**Exercise**
Every record below must be returned word for word, with the pictures left out.

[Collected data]
%%

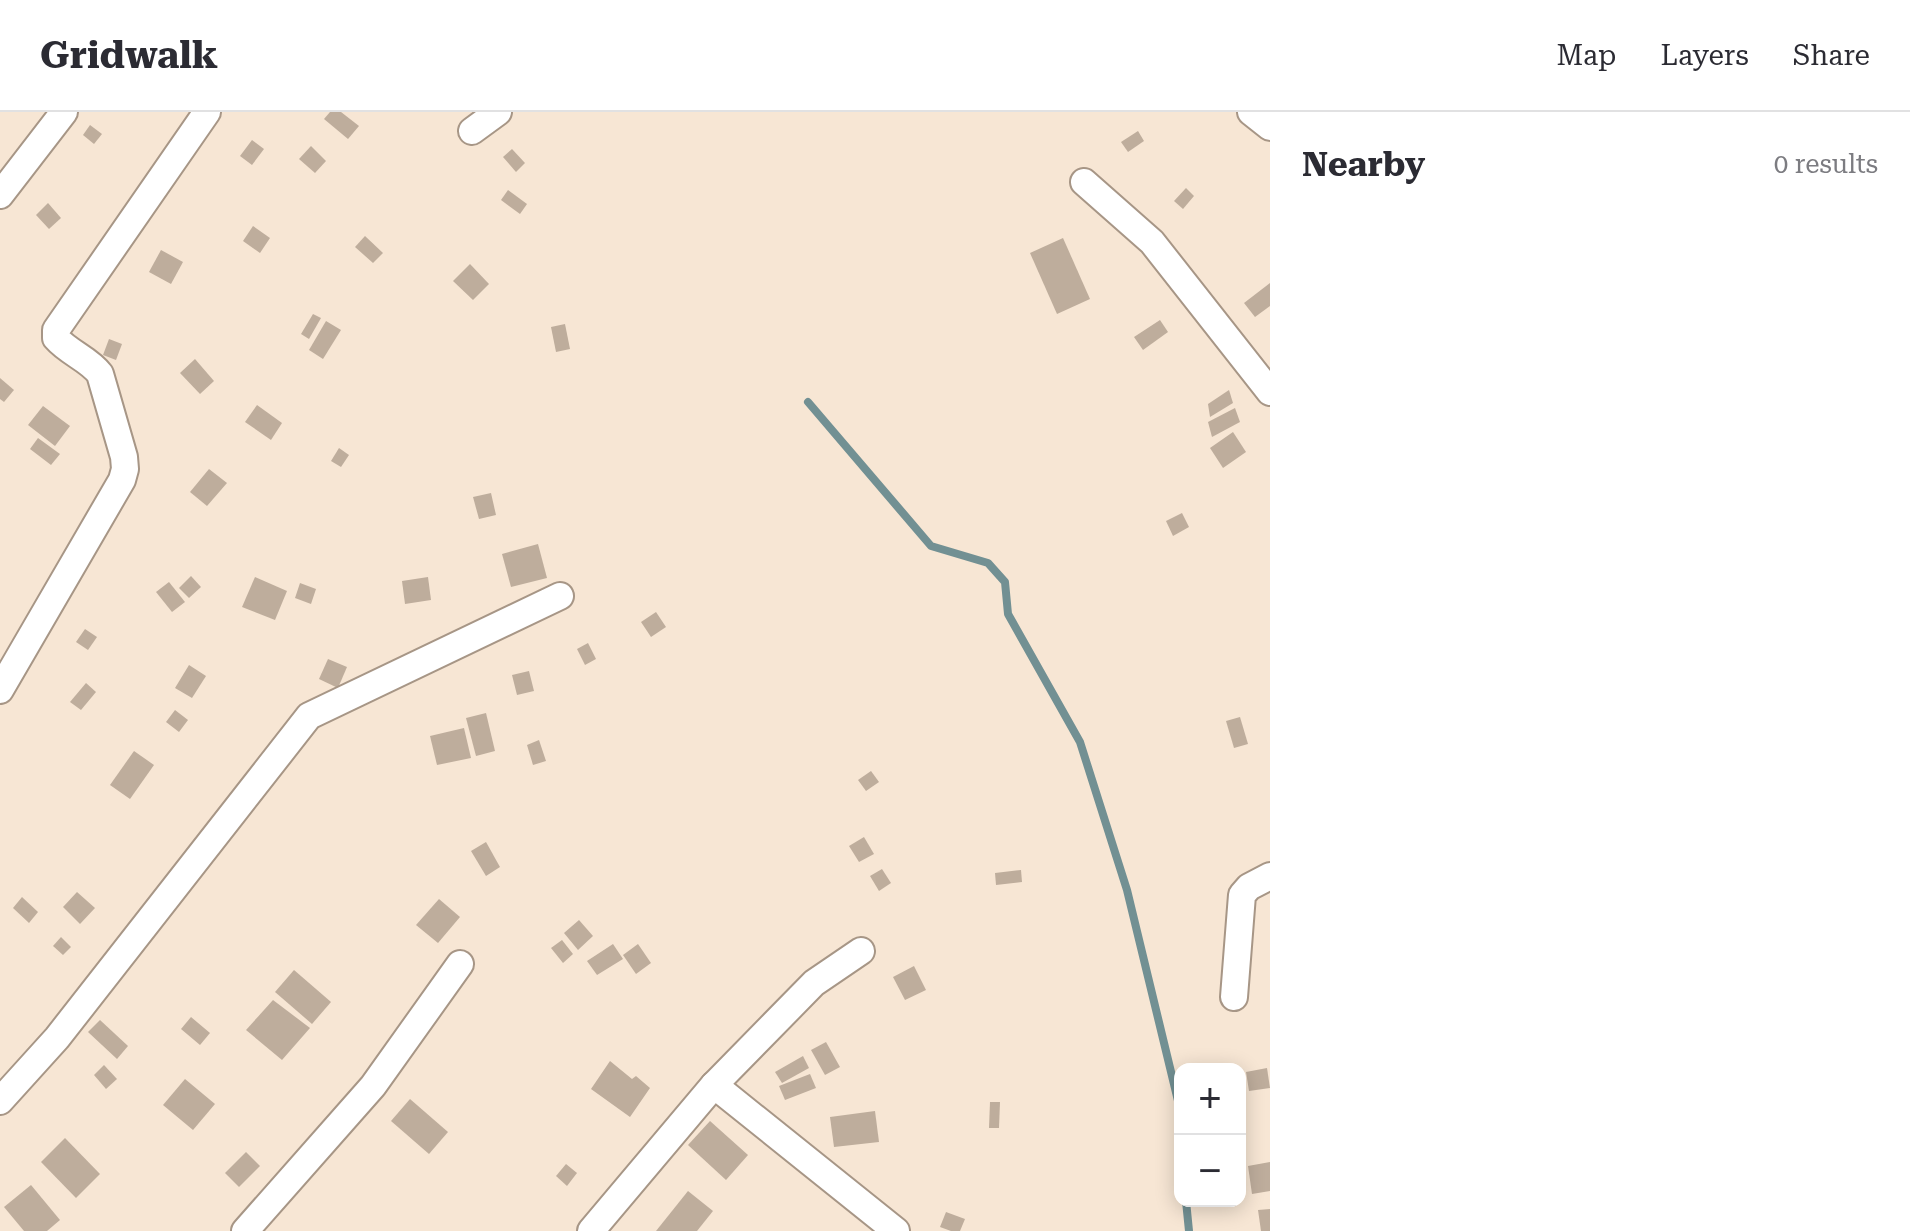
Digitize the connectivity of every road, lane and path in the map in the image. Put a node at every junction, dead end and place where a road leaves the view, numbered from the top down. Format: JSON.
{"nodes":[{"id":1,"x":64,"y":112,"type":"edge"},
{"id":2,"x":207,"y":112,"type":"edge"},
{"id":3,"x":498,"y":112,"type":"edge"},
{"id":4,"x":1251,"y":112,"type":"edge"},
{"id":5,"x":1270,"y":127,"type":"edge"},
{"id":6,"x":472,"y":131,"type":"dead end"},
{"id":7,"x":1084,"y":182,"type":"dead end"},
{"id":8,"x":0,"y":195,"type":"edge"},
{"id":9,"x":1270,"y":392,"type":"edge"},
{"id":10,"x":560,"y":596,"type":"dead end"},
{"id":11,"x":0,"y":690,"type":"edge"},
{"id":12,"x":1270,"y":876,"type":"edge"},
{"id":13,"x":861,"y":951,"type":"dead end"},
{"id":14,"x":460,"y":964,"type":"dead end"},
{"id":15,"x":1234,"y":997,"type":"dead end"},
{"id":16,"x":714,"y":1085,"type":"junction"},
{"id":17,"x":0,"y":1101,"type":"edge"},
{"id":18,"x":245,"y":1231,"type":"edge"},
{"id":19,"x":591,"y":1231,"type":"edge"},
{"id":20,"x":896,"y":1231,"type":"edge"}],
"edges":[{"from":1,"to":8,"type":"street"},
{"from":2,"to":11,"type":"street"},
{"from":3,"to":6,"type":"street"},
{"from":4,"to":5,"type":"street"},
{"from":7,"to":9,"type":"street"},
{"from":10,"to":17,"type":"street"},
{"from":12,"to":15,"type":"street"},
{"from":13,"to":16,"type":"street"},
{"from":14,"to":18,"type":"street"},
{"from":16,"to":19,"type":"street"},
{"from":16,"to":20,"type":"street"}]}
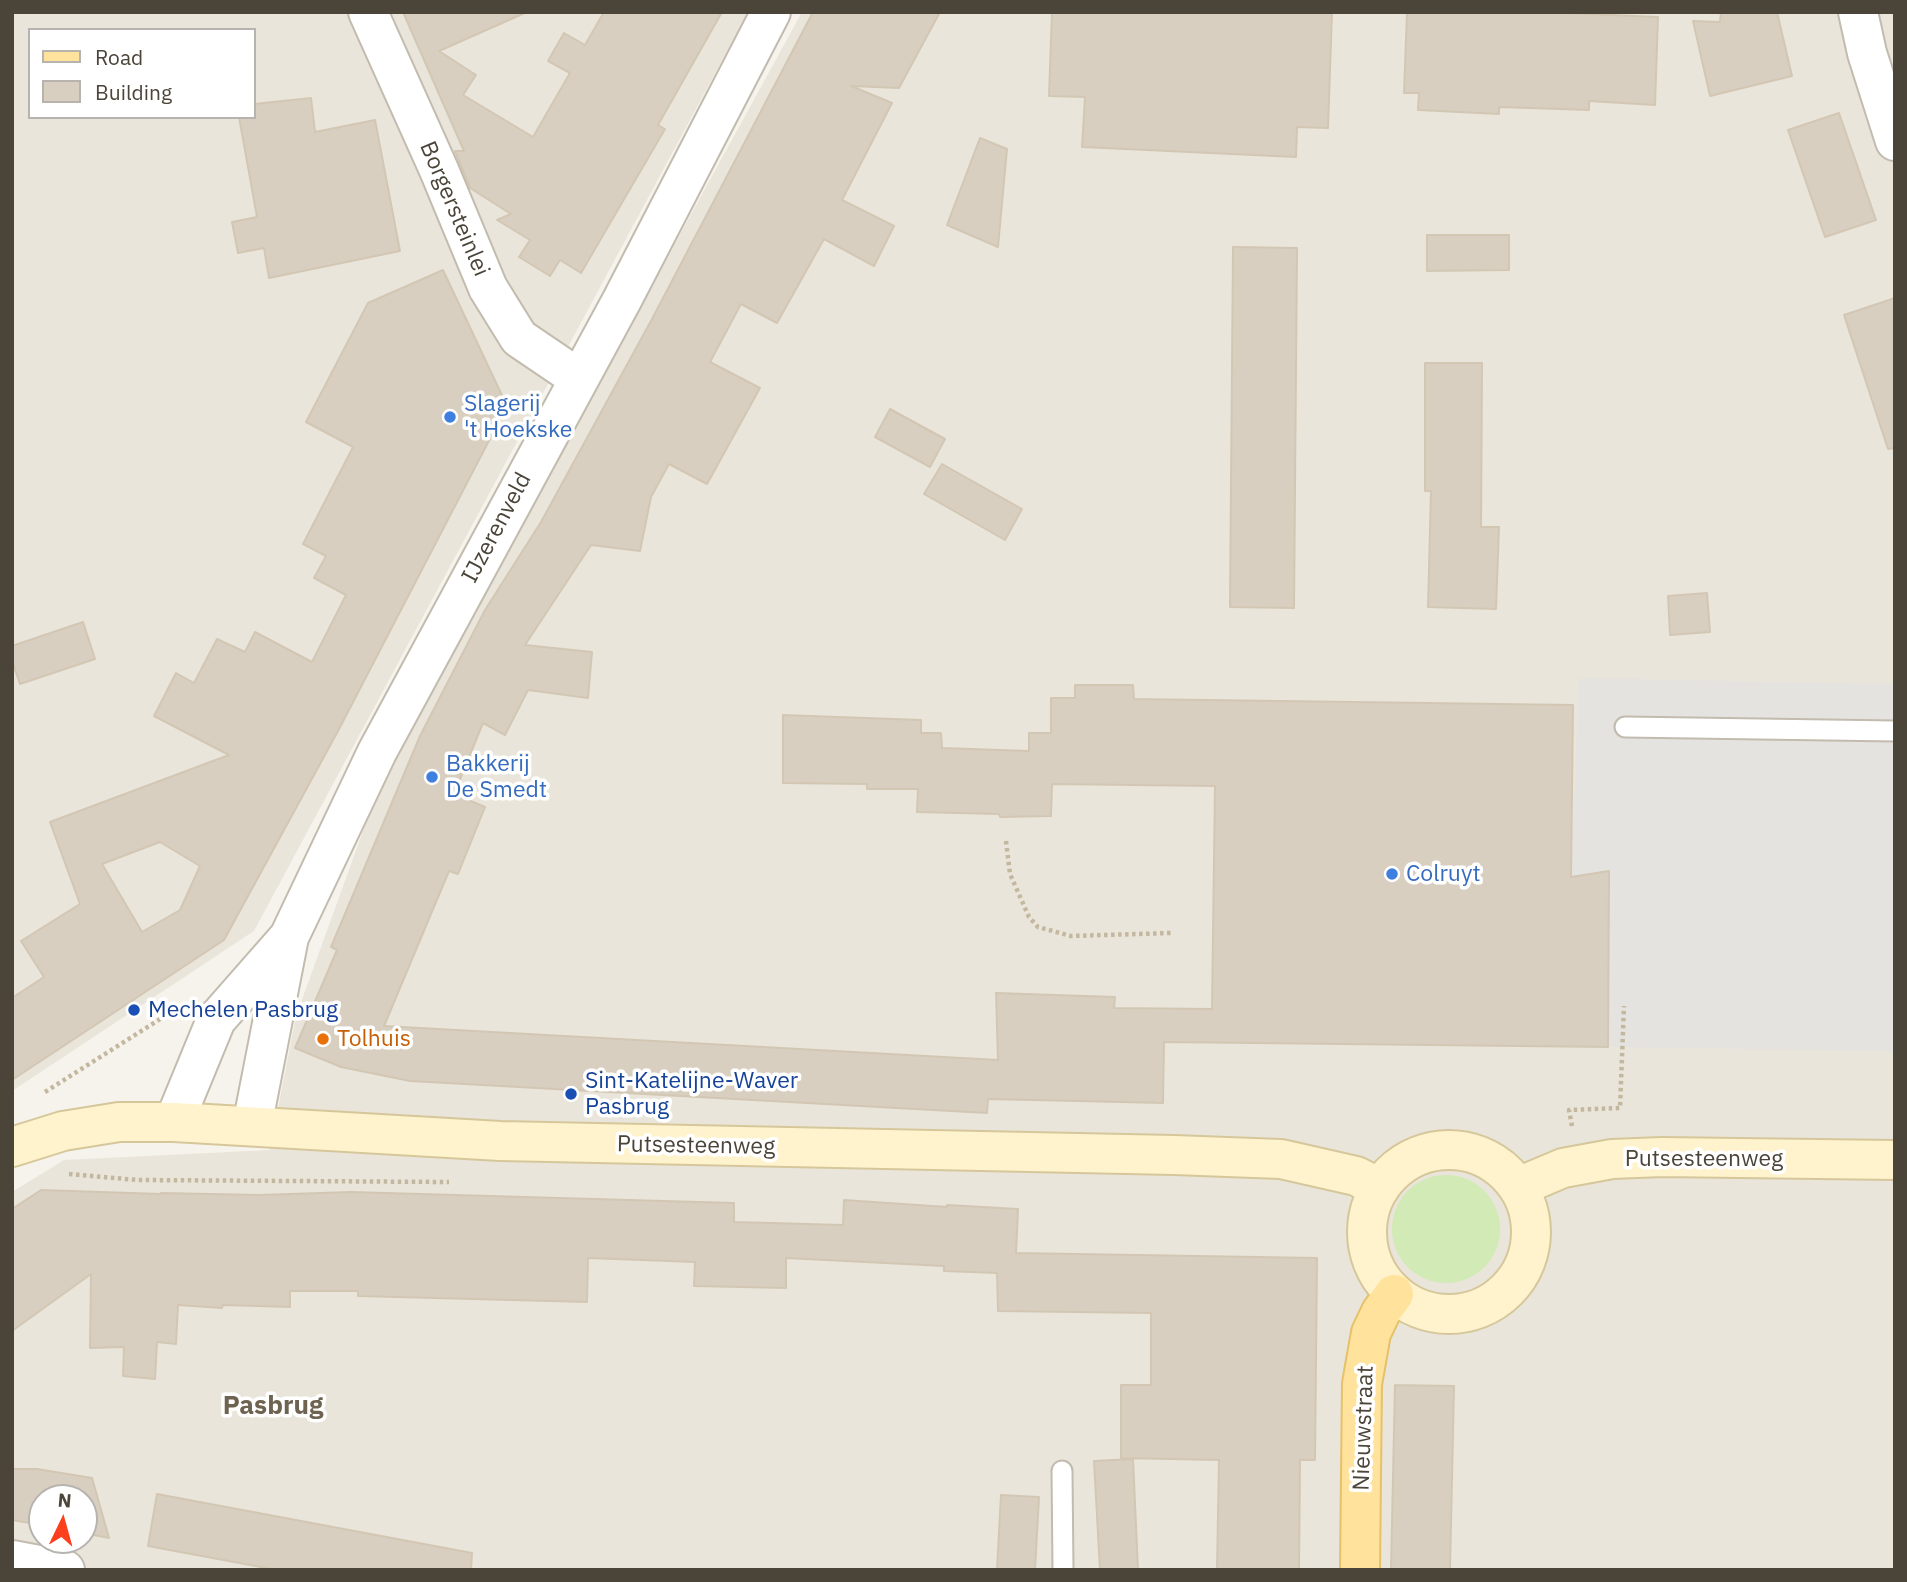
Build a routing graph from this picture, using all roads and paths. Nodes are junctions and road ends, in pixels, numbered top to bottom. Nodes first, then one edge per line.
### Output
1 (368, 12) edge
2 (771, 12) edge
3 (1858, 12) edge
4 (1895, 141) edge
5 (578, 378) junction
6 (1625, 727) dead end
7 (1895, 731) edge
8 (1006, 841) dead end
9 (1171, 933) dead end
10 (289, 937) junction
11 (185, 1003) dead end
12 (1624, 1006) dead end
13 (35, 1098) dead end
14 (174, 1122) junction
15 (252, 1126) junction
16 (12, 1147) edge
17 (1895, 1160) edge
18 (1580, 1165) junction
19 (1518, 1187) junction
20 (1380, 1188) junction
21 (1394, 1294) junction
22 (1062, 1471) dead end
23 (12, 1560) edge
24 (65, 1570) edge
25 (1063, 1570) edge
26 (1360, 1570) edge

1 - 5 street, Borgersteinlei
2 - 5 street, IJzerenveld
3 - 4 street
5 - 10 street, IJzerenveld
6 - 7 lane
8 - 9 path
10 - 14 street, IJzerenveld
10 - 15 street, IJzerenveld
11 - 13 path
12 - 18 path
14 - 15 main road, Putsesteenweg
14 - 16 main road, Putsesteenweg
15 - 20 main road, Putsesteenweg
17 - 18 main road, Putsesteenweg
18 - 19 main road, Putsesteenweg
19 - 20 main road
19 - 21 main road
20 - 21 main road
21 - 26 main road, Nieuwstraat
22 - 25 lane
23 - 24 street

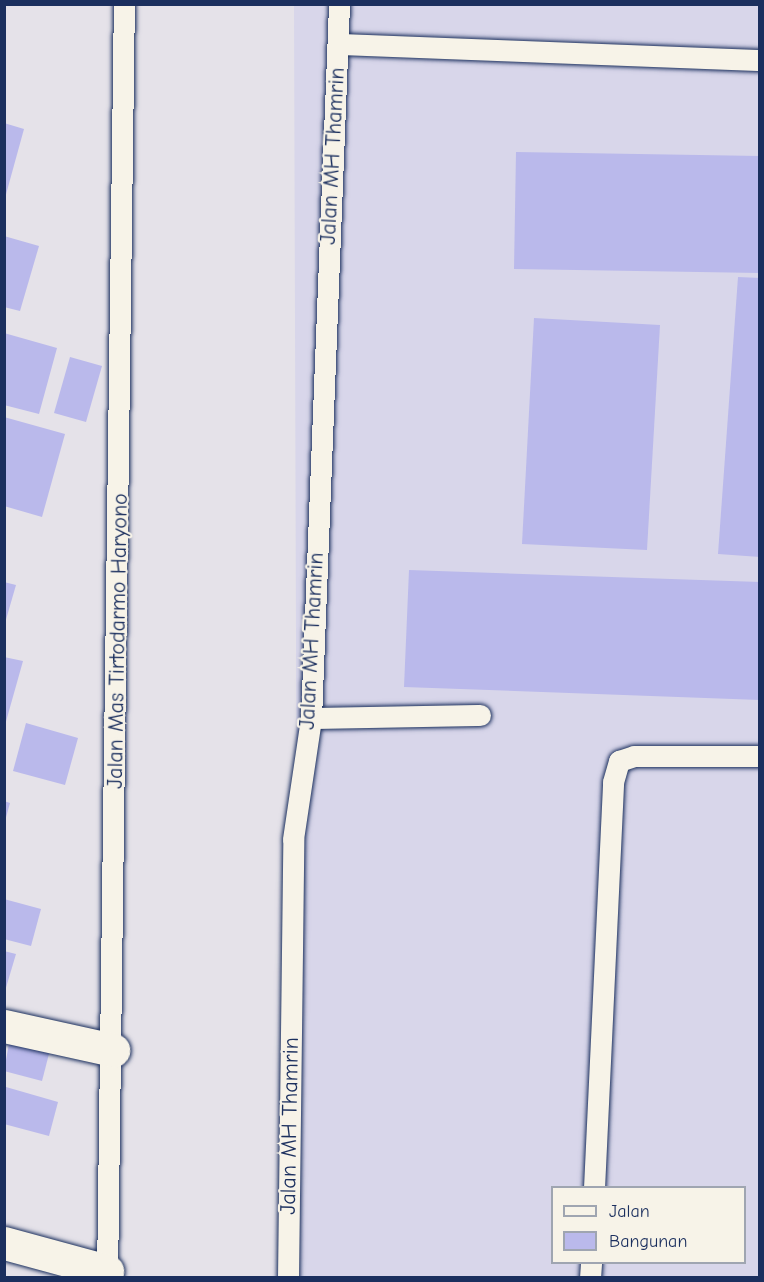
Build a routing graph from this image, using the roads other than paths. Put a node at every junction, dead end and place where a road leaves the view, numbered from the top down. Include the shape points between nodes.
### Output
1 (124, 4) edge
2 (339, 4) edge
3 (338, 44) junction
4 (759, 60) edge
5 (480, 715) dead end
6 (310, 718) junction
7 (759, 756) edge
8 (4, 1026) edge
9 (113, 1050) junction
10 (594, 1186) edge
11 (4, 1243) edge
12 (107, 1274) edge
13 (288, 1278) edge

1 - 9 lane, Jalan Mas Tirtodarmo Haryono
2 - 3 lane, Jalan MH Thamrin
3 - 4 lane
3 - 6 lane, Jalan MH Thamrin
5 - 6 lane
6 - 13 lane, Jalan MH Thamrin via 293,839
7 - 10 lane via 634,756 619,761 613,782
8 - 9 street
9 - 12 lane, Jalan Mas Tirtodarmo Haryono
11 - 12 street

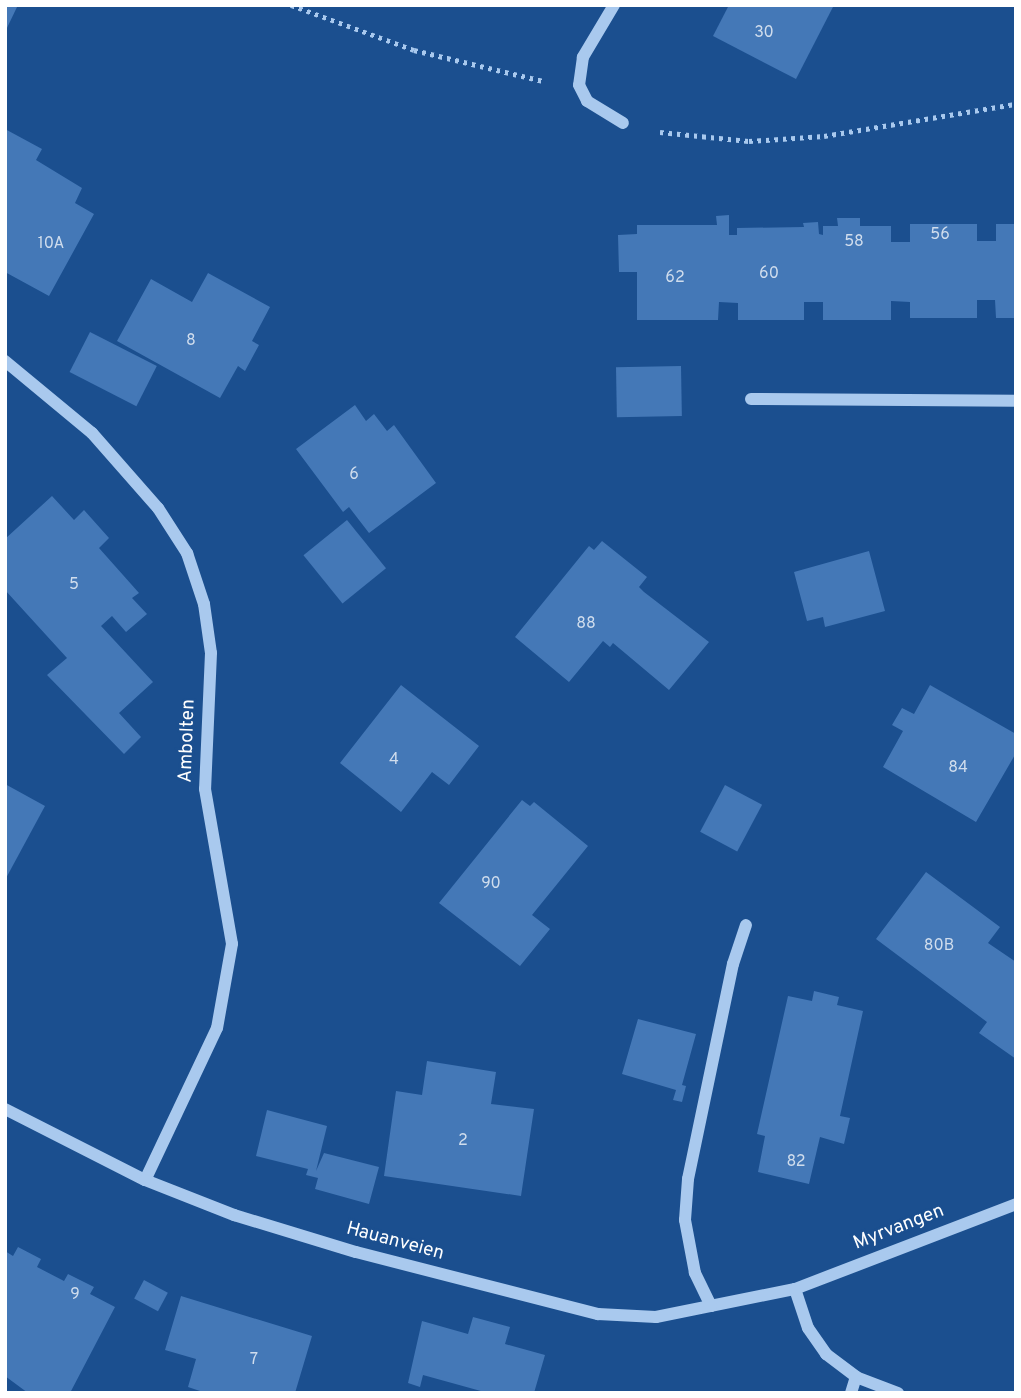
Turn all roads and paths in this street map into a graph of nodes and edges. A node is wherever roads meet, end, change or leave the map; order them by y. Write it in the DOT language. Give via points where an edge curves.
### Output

%%

**Written response**
Digitize the connectivity of every road, lane and path in the map in the image. Put a node at every junction, dead end and place where a road leaves the view, numbered from the top down. Format: JSON.
{"nodes":[{"id":1,"x":64,"y":112,"type":"edge"},
{"id":2,"x":207,"y":112,"type":"edge"},
{"id":3,"x":498,"y":112,"type":"edge"},
{"id":4,"x":1251,"y":112,"type":"edge"},
{"id":5,"x":1270,"y":127,"type":"edge"},
{"id":6,"x":472,"y":131,"type":"dead end"},
{"id":7,"x":1084,"y":182,"type":"dead end"},
{"id":8,"x":0,"y":195,"type":"edge"},
{"id":9,"x":1270,"y":392,"type":"edge"},
{"id":10,"x":560,"y":596,"type":"dead end"},
{"id":11,"x":0,"y":690,"type":"edge"},
{"id":12,"x":1270,"y":876,"type":"edge"},
{"id":13,"x":861,"y":951,"type":"dead end"},
{"id":14,"x":460,"y":964,"type":"dead end"},
{"id":15,"x":1234,"y":997,"type":"dead end"},
{"id":16,"x":714,"y":1085,"type":"junction"},
{"id":17,"x":0,"y":1101,"type":"edge"},
{"id":18,"x":245,"y":1231,"type":"edge"},
{"id":19,"x":591,"y":1231,"type":"edge"},
{"id":20,"x":896,"y":1231,"type":"edge"}],
"edges":[{"from":1,"to":8,"type":"street"},
{"from":2,"to":11,"type":"street"},
{"from":3,"to":6,"type":"street"},
{"from":4,"to":5,"type":"street"},
{"from":7,"to":9,"type":"street"},
{"from":10,"to":17,"type":"street"},
{"from":12,"to":15,"type":"street"},
{"from":13,"to":16,"type":"street"},
{"from":14,"to":18,"type":"street"},
{"from":16,"to":19,"type":"street"},
{"from":16,"to":20,"type":"street"}]}
Build a routing graph from this picture, using all roads and paths. Nodes are junctions and road ends, in pixels, numbered top to bottom. Nodes first, then one edge per line.
### Output
1 (368, 12) edge
2 (771, 12) edge
3 (1858, 12) edge
4 (1895, 141) edge
5 (578, 378) junction
6 (1625, 727) dead end
7 (1895, 731) edge
8 (1006, 841) dead end
9 (1171, 933) dead end
10 (289, 937) junction
11 (185, 1003) dead end
12 (1624, 1006) dead end
13 (35, 1098) dead end
14 (174, 1122) junction
15 (252, 1126) junction
16 (12, 1147) edge
17 (1895, 1160) edge
18 (1580, 1165) junction
19 (1518, 1187) junction
20 (1380, 1188) junction
21 (1394, 1294) junction
22 (1062, 1471) dead end
23 (12, 1560) edge
24 (65, 1570) edge
25 (1063, 1570) edge
26 (1360, 1570) edge

1 - 5 street, Borgersteinlei
2 - 5 street, IJzerenveld
3 - 4 street
5 - 10 street, IJzerenveld
6 - 7 lane
8 - 9 path
10 - 14 street, IJzerenveld
10 - 15 street, IJzerenveld
11 - 13 path
12 - 18 path
14 - 15 main road, Putsesteenweg
14 - 16 main road, Putsesteenweg
15 - 20 main road, Putsesteenweg
17 - 18 main road, Putsesteenweg
18 - 19 main road, Putsesteenweg
19 - 20 main road
19 - 21 main road
20 - 21 main road
21 - 26 main road, Nieuwstraat
22 - 25 lane
23 - 24 street

Build a routing graph from this image, using the roads other than paths. Put a node at every junction, dead end and place where a road leaves the view, numbered from the top down. Include the shape points between nodes.
### Output
1 (124, 4) edge
2 (339, 4) edge
3 (338, 44) junction
4 (759, 60) edge
5 (480, 715) dead end
6 (310, 718) junction
7 (759, 756) edge
8 (4, 1026) edge
9 (113, 1050) junction
10 (594, 1186) edge
11 (4, 1243) edge
12 (107, 1274) edge
13 (288, 1278) edge

1 - 9 lane, Jalan Mas Tirtodarmo Haryono
2 - 3 lane, Jalan MH Thamrin
3 - 4 lane
3 - 6 lane, Jalan MH Thamrin
5 - 6 lane
6 - 13 lane, Jalan MH Thamrin via 293,839
7 - 10 lane via 634,756 619,761 613,782
8 - 9 street
9 - 12 lane, Jalan Mas Tirtodarmo Haryono
11 - 12 street

Turn all roads and paths in this street map into a graph of nodes and edges. A node is wherever roads meet, end, change or leave the map; order them by y. Write it in the DOT language. Give via points where an edge curves.
### Output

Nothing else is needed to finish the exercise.